Após o crime o acusado Carlos André, fugiu do local em uma moto Yamaha, na companhia de uma mulher não identificada. A polícia e guardas municipais foram acionados e passaram a empreender diligências, mas até o momento não capturaram o acusado. Eles informaram que o crime pode ter sido motivado por uma rixa entre os dois, supostamente causada por ciúmes ou envolvimento com drogas.  A polícia suspeita também de acerto de contas, já que a vítima e o acusado têm passagem pela polícia por envolvimento com entorpecentes.

Acusado Carlos André, informações 88184155, PM de JF
Imagem do local onde Panzilão foi executado

Esta foi a terceira execução de jovens envolvidos com drogas na cidade de José de Freitas em pouco mais de um ano. O primeiro crime ocorreu por volta das 23h10min do dia 09 de maio de 2010 (um domingo) quando o jovem Francisco das Chagas da Silva (o Neném), 18 anos, solteiro, foi morto a golpes de facão, na Praça Governador Pedro Freitas, no centro da cidade, pelo acusado conhecido como Kleiton, de 22 anos, que dias depois se apresentou acompanhado de um advogado e hoje responde o processo em liberdade.

Jovem de 18 anos assassinado em praça pública, em maio de 2010

Já no dia 04 de setembro deste ano (um domingo), por volta das 22h30min, foi assassinado com dois tiros, no Bairro Santa Luzia, quando abriu a porta de sua casa após ouvir o chamado de alguém, o eletricista Carlos Augusto Nonato dos Santos, 32 anos, solteiro, que foi executado por três homens que conseguiram fugir do local, mas foram capturados no dia seguinte pela polícia militar e Guardas Municipais e hoje se encontram presos na casa de custódia. Carlos Augusto foi morto por engano, os assassinos foram a casa da vítima para matar seu irmão conhecido como Historinha, que é bastante conhecido da polícia por envolvimento com drogas e roubos.
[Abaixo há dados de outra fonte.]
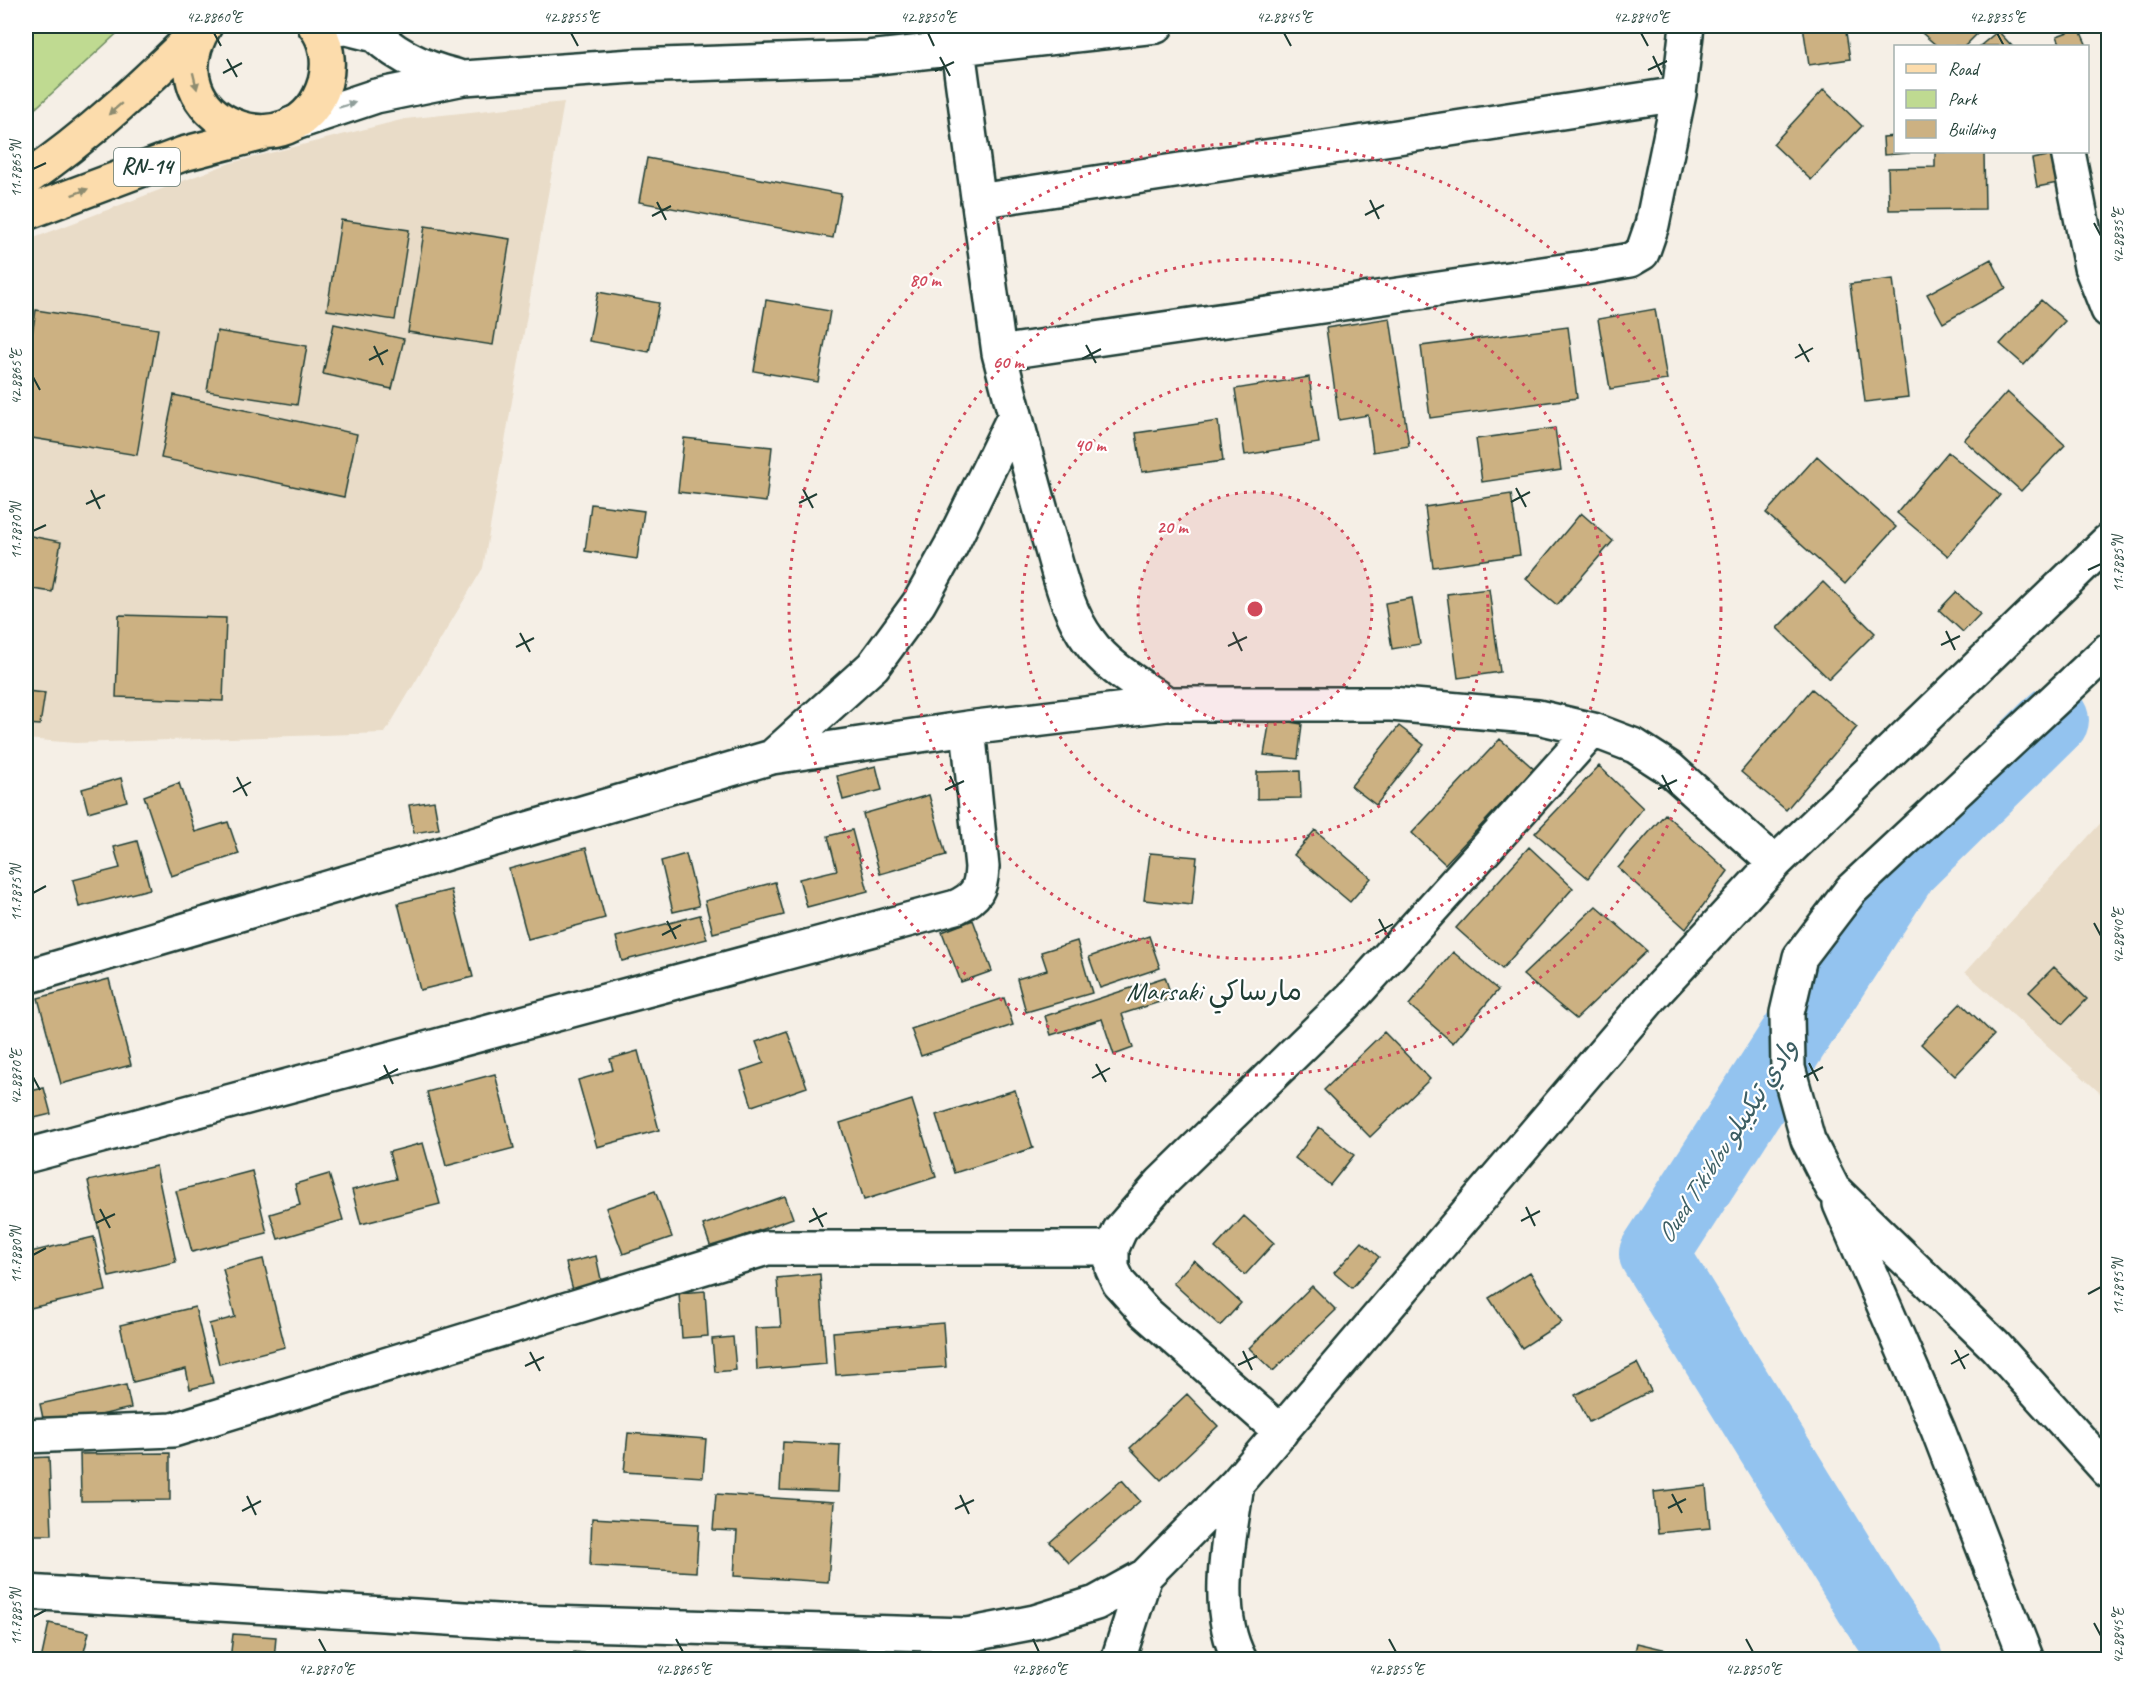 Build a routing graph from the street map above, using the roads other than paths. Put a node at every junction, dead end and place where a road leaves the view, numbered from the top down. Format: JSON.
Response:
{"nodes":[{"id":1,"x":204,"y":26,"type":"edge"},
{"id":2,"x":1156,"y":26,"type":"edge"},
{"id":3,"x":1687,"y":26,"type":"edge"},
{"id":4,"x":317,"y":28,"type":"edge"},
{"id":5,"x":370,"y":30,"type":"edge"},
{"id":6,"x":958,"y":49,"type":"junction"},
{"id":7,"x":464,"y":78,"type":"junction"},
{"id":8,"x":1679,"y":94,"type":"junction"},
{"id":9,"x":282,"y":128,"type":"junction"},
{"id":10,"x":2068,"y":153,"type":"edge"},
{"id":11,"x":26,"y":179,"type":"edge"},
{"id":12,"x":978,"y":201,"type":"junction"},
{"id":13,"x":26,"y":213,"type":"edge"},
{"id":14,"x":2109,"y":310,"type":"edge"},
{"id":15,"x":999,"y":353,"type":"junction"},
{"id":16,"x":1015,"y":415,"type":"junction"},
{"id":17,"x":2109,"y":541,"type":"edge"},
{"id":18,"x":2109,"y":650,"type":"edge"},
{"id":19,"x":1167,"y":704,"type":"junction"},
{"id":20,"x":968,"y":728,"type":"junction"},
{"id":21,"x":1593,"y":730,"type":"junction"},
{"id":22,"x":772,"y":757,"type":"junction"},
{"id":23,"x":1775,"y":863,"type":"junction"},
{"id":24,"x":26,"y":977,"type":"edge"},
{"id":25,"x":26,"y":1156,"type":"edge"},
{"id":26,"x":1833,"y":1189,"type":"junction"},
{"id":27,"x":1112,"y":1248,"type":"junction"},
{"id":28,"x":1281,"y":1432,"type":"junction"},
{"id":29,"x":26,"y":1436,"type":"edge"},
{"id":30,"x":2109,"y":1472,"type":"edge"},
{"id":31,"x":1236,"y":1483,"type":"junction"},
{"id":32,"x":1145,"y":1576,"type":"junction"},
{"id":33,"x":26,"y":1592,"type":"edge"},
{"id":34,"x":1118,"y":1659,"type":"edge"},
{"id":35,"x":1240,"y":1659,"type":"edge"},
{"id":36,"x":2027,"y":1659,"type":"edge"}],
"edges":[{"from":1,"to":9,"type":"main road","one_way":true},
{"from":1,"to":11,"type":"main road","number":"RN-14","one_way":true},
{"from":2,"to":6,"type":"street"},
{"from":3,"to":8,"type":"street"},
{"from":4,"to":5,"type":"street"},
{"from":4,"to":9,"type":"main road"},
{"from":5,"to":7,"type":"street"},
{"from":6,"to":7,"type":"street"},
{"from":6,"to":12,"type":"street"},
{"from":9,"to":7,"type":"street","one_way":true},
{"from":8,"to":12,"type":"street"},
{"from":8,"to":15,"type":"street"},
{"from":13,"to":9,"type":"main road","number":"RN-14","one_way":true},
{"from":10,"to":14,"type":"street"},
{"from":12,"to":15,"type":"street"},
{"from":15,"to":16,"type":"street"},
{"from":16,"to":19,"type":"street"},
{"from":16,"to":22,"type":"street"},
{"from":17,"to":23,"type":"street"},
{"from":18,"to":26,"type":"street"},
{"from":19,"to":20,"type":"street"},
{"from":19,"to":21,"type":"street"},
{"from":20,"to":22,"type":"street"},
{"from":20,"to":25,"type":"street"},
{"from":21,"to":23,"type":"street"},
{"from":21,"to":27,"type":"street"},
{"from":22,"to":24,"type":"street"},
{"from":23,"to":28,"type":"street"},
{"from":26,"to":30,"type":"street"},
{"from":26,"to":36,"type":"street"},
{"from":27,"to":28,"type":"street"},
{"from":27,"to":29,"type":"street"},
{"from":28,"to":31,"type":"street"},
{"from":31,"to":32,"type":"street"},
{"from":31,"to":35,"type":"street"},
{"from":32,"to":33,"type":"street"},
{"from":32,"to":34,"type":"street"}]}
É triste, mas é uma realidade. As drogas se alastram por toda a José de Freitas, sobretudo nos bairros Matadouro e Matinha, onde moradores já não suportam mais os altos índices de violência e a maioria nem comunica mais às autoridades policiais os pequenos roubos e furtos ocorridos naqueles bairros e está preferindo mudar de endereço, procurando locais mais tranquilos pra viver.

Estudos afirmam que o consumo do crack é uma questão de saúde pública. Deixar a responsabilidade  de lidar com os viciados em crack apenas com a polícia é um erro, é pedir que esta enxugue gelo, porque está provado que cadeia não dá jeito em viciado em crack (sempre que for solto ele vai voltar a delinquir e a polícia vai ter que prendê-lo novamente, tornando-se um ciclo sem fim).

O que dá jeito em viciado em crack é tratamento, onde a polícia deve prender, como sempre faz, levar para delegacia, fazer o procedimento legal e em seguida o viciado (preso) deve receber uma visita de assistentes sociais do CRAS, que a partir daí passarão a acompanhar o viciado e ver a possibilidade de tratamento para ele, se em uma clínica especializada, bancada pelo Estado (estado ou município) ou no próprio CRAS, dependendo do estágio de desintegração da personalidade deste viciado. Só agindo dessa forma poderá diminuir o índice de violência nesta cidade, dando qualidade de vida aos cidadãos livramenteses e às famílias dos viciados e, com isso, economizando com polícia. Do contrário, podemos esperar mais crimes como esses mostrados nesta matéria.